(Problem description)
All entries are to be repeated exactly as shown below.

(Extracted data)
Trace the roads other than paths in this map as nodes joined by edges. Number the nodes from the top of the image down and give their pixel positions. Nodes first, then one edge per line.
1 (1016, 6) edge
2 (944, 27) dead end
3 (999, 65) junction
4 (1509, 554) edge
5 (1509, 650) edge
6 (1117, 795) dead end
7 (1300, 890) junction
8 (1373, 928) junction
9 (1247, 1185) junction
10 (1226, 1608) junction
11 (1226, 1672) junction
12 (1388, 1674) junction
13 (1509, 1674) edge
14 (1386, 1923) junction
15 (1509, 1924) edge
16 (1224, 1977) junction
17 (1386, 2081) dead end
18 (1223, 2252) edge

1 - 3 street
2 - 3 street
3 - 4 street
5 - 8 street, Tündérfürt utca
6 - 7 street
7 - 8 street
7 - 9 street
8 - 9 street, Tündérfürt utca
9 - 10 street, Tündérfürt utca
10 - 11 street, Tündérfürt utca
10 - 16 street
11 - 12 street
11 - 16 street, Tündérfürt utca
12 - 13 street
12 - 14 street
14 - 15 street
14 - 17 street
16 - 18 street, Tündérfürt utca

(Solution to this exercise)
Trace the roads other than paths in this map as nodes joined by edges. Number the nodes from the top of the image down and give their pixel positions. Nodes first, then one edge per line.
1 (1016, 6) edge
2 (944, 27) dead end
3 (999, 65) junction
4 (1509, 554) edge
5 (1509, 650) edge
6 (1117, 795) dead end
7 (1300, 890) junction
8 (1373, 928) junction
9 (1247, 1185) junction
10 (1226, 1608) junction
11 (1226, 1672) junction
12 (1388, 1674) junction
13 (1509, 1674) edge
14 (1386, 1923) junction
15 (1509, 1924) edge
16 (1224, 1977) junction
17 (1386, 2081) dead end
18 (1223, 2252) edge

1 - 3 street
2 - 3 street
3 - 4 street
5 - 8 street, Tündérfürt utca
6 - 7 street
7 - 8 street
7 - 9 street
8 - 9 street, Tündérfürt utca
9 - 10 street, Tündérfürt utca
10 - 11 street, Tündérfürt utca
10 - 16 street
11 - 12 street
11 - 16 street, Tündérfürt utca
12 - 13 street
12 - 14 street
14 - 15 street
14 - 17 street
16 - 18 street, Tündérfürt utca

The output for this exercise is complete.